Templates

A template defines a parameterised engineering problem family that generates concrete task instances through parameter sampling and Jinja2 rendering.

How templates work

A template is a reusable engineering problem family. It samples realistic parameters, renders an instruction, computes ground truth, and scaffolds complete task instances that can be validated, frozen into datasets, and run through the same benchmark pipeline as hand-authored tasks.

Template

params.toml

instruction.md

engine.py

Generate

instance-001

instance-002

instance-003

Template

params.toml

instruction.md

engine.py

Generate

instance-001

instance-002

instance-003

The current library catalogue contains 184 built templates across five disciplines, plus proposed seed tasks that have not yet been converted into deterministic templates.

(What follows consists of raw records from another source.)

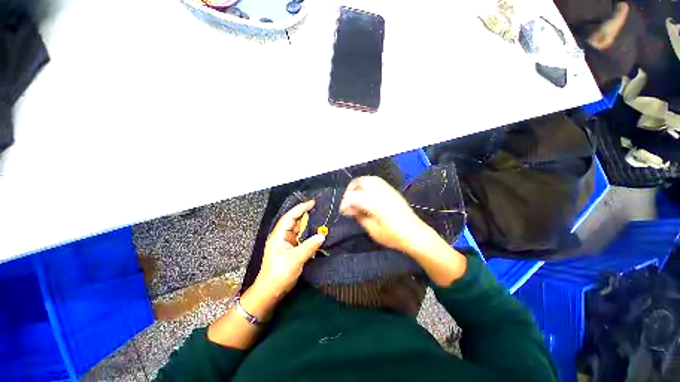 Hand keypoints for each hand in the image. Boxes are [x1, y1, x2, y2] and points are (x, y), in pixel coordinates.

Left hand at [254, 200, 325, 300]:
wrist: (271, 291)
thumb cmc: (279, 273)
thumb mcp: (295, 259)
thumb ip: (309, 246)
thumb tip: (322, 235)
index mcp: (279, 235)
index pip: (290, 217)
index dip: (300, 208)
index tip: (312, 203)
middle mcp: (282, 236)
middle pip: (294, 221)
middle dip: (305, 214)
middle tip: (318, 208)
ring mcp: (287, 243)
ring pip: (298, 229)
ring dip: (308, 224)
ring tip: (320, 217)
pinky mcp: (291, 249)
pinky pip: (301, 237)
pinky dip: (308, 234)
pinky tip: (316, 231)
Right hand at [340, 176, 466, 285]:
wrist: (415, 234)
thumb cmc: (393, 236)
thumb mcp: (373, 230)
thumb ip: (360, 217)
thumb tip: (351, 209)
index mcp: (374, 203)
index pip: (353, 196)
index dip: (345, 203)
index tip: (343, 211)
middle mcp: (380, 192)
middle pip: (361, 182)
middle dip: (351, 189)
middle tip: (348, 200)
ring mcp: (388, 190)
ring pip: (369, 179)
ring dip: (359, 185)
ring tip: (356, 195)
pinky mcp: (392, 191)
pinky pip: (377, 181)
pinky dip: (368, 184)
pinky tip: (367, 194) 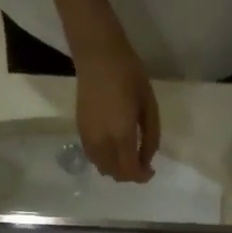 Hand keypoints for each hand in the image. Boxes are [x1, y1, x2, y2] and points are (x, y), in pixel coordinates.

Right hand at [74, 42, 159, 183]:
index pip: (130, 171)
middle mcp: (102, 142)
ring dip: (116, 169)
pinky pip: (92, 156)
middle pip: (115, 174)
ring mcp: (88, 137)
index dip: (142, 176)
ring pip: (102, 168)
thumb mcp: (149, 106)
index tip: (151, 170)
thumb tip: (147, 159)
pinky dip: (104, 161)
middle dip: (130, 175)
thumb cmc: (129, 75)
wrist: (97, 55)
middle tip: (142, 164)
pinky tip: (113, 150)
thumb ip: (151, 137)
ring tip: (128, 157)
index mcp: (121, 135)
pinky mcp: (80, 130) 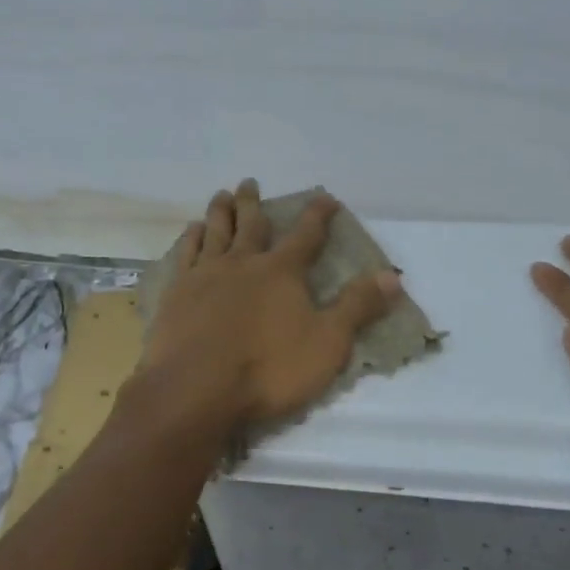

Discipline	Built templates	Proposed seeds	Typical coverage
Civil	57	30	Hydrology, hydraulics, transport geometry, coastal, drainage, wind and load derivations
Electrical	52	92	Cable sizing, PV, grounding, arc flash, busbar, thermal rating, short-circuit
Ground	10	3	Bearing capacity, settlement, CPT/SPT interpretation, slope and retaining-wall checks
Mechanical	50	92	HVAC, pumps, fire services, process calculations, acoustics, vibration, wastewater
Structural	15	67	Marine, concrete, structural fire, load combinations, movement and connection checks

The catalogue used by the site is generated by aec-bench library export; see Library Catalogue.

Template anatomy

Each built-in template is a directory under src/aec_bench/templates/builtin/<discipline>/<template>/:

src/aec_bench/templates/builtin/electrical/voltage_drop/
├── params.toml       # metadata, parameters, archetypes, difficulty presets
├── instruction.md    # Jinja2 template for the problem statement
├── engine.py         # pure ground-truth computation
└── __init__.py

The three required files are the contract:

File	Role
`params.toml`	Declares metadata, inputs, sampling ranges, archetypes, outputs, tolerances, and difficulty presets
`instruction.md`	Renders the task prompt from sampled parameters and visibility rules
`engine.py`	Computes expected outputs from sampled parameters for verifier and fixture generation

`params.toml`

params.toml is the public contract for a template:

params.toml

[meta]
name = "voltage-drop"
description = "Cable voltage drop calculation per AS/NZS 3008.1.1"
discipline = "electrical"
category = "cable-sizing"
standards = ["AS/NZS 3008.1.1"]
tool_mode = "with-tool"

[params.cable_size_mm2]
type = "enum"
unit = "mm²"
description = "Cable conductor cross-sectional area"
values = ["1.5", "2.5", "4", "6", "10", "16", "25", "35", "50", "70", "95", "120", "150", "185", "240"]

[params.length_m]
type = "float"
unit = "m"
description = "Cable route length (one way)"
min = 1
max = 500

[params.load_current_a]
type = "float"
unit = "A"
description = "Design load current"
min = 0.5
max = 500

[params.power_factor]
type = "float"
description = "Load power factor"
min = 0.5
max = 1.0
default = 0.8

[params.conductor_material]
type = "enum"
description = "Conductor material"
values = ["copper", "aluminium"]
derivable_from = "archetype"

[params.circuit_type]
type = "enum"
description = "Circuit type"
values = ["single_phase", "three_phase"]

Supported parameter types include float, int, and enum. Templates can also use archetype-derived values so generated cases remain realistic rather than random-but-implausible.

Archetypes

Archetypes bundle values that should move together:

params.toml

[archetypes.sydney_suburban_lighting]
description = "Suburban lighting circuit with moderate route length"
site_contexts = ["sydney-suburban", "melbourne-suburban"]
length_m = { min = 5, max = 30 }
load_current_a = { min = 1, max = 10 }

This matters in AEC tasks because input independence often creates nonsense. A geotechnical soil, hydraulic duty point, cable route, or structural load case usually has correlated values.

Difficulty presets

Difficulty controls which archetypes can be sampled and how much information is visible:

params.toml

[difficulty.easy]
description = "All calculation inputs are visible"
visibility = "all_given"
archetypes = ["residential_lighting", "residential_power"]

[difficulty.hard]
description = "Some inputs must be inferred from the scenario"
visibility = "partial"
archetypes = ["commercial_submain", "industrial_feeder"]
hidden_params = ["conductor_material"]
replacement_text = "Use the stated project context to select a suitable conductor material."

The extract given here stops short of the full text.